Posted at 11:54 PM, Apr 01, 2020
and last updated 2020-04-02 07:17:55-04

BALTIMORE — As more and more governors issue stay-at-home orders nationwide because of the coronavirus outbreak, less and less people are deciding to hop on a plane.

The Travel Administration Agency (TSA) says it recorded it's lowest number of travel screenings in the past decade. The agency says on March 31, there were 146,348 travelers.

That is a 93 percent decline from the 2,026,256 people who traveled on that same day last year.

"Unfathomable. You can't wrap your arms around it...no one wants to travel right now." said Emily Hicks, owner of a travel agency called Going Places Inc. in Baltimore. "To hear flight attendants saying there's five people on our flight to Costa Rica last month...you can't believe it."

The decline in travelers have forced major airliners such as Delta and United to make steep cuts, reducing flights and grounding planes.

Hicks says this is the time of year travel agencies are supposed to be booming, but now she says it's busy because people are rushing to cancel their flights.

"If someone said half of your business will be wiped out, I would not have believed it," she said. "We probably have had 400 cancellations in the past two weeks."

Hicks says her six agents receive about 100 calls a day for flight cancellations.

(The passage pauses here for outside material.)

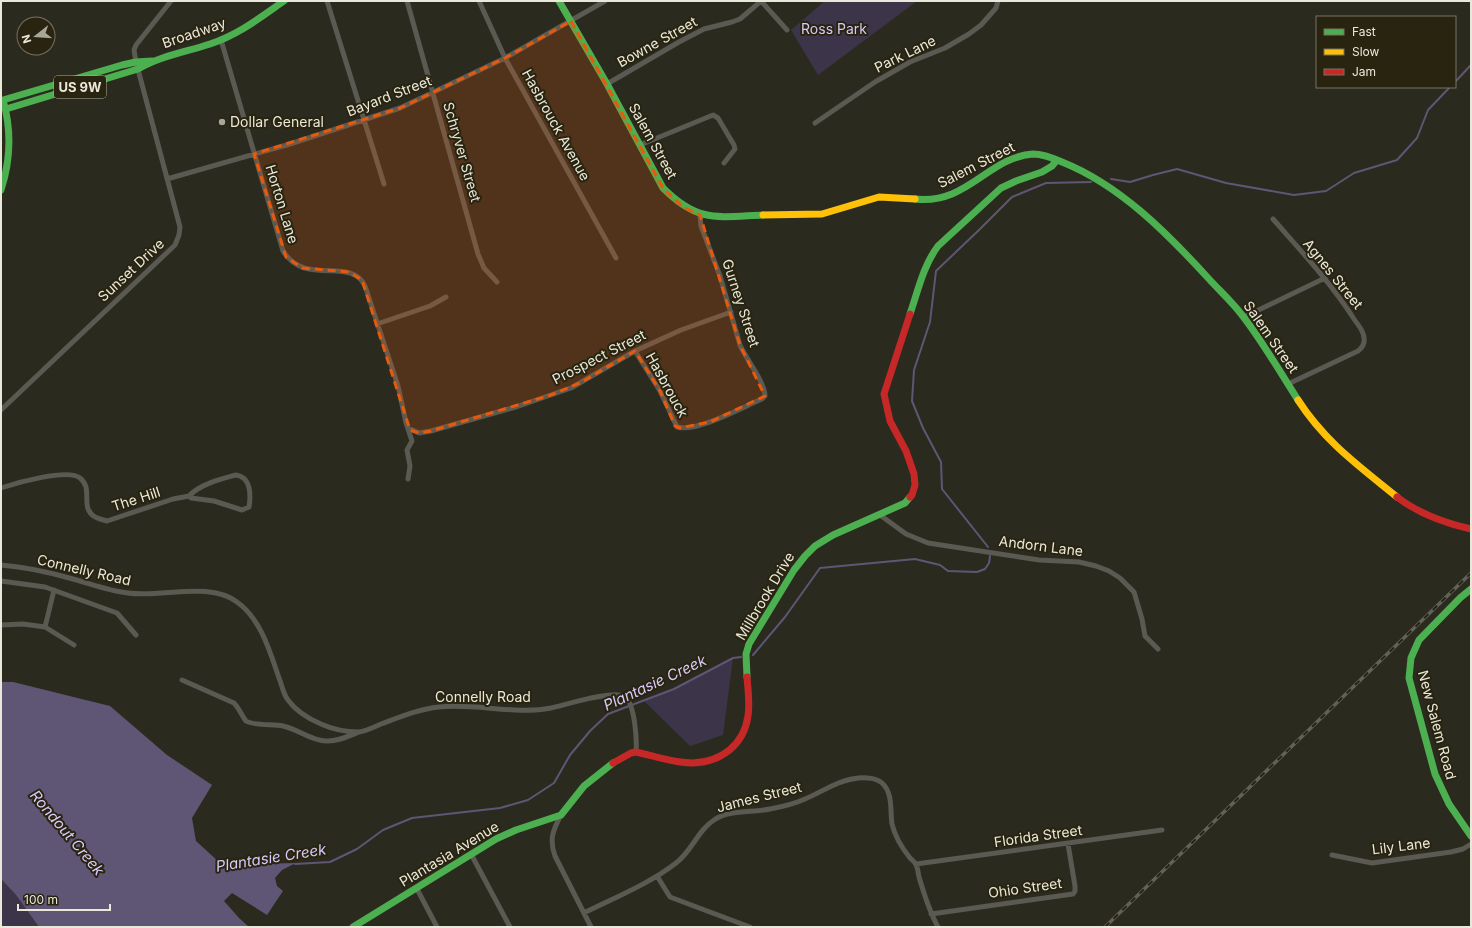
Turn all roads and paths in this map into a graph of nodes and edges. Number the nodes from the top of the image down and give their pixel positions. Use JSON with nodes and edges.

She says some of her clients told her they may not be comfortable flying until next year.

"It's tough because things are changing daily," she said.

But, even in the darkest of times, Hicks is trying to see the light at the end of the tunnel.

She's hoping flights will start to pick back up either in the Summer or Fall.

"We survived 9/11, Zika, and the Swine Flu...we all will get through this," she said.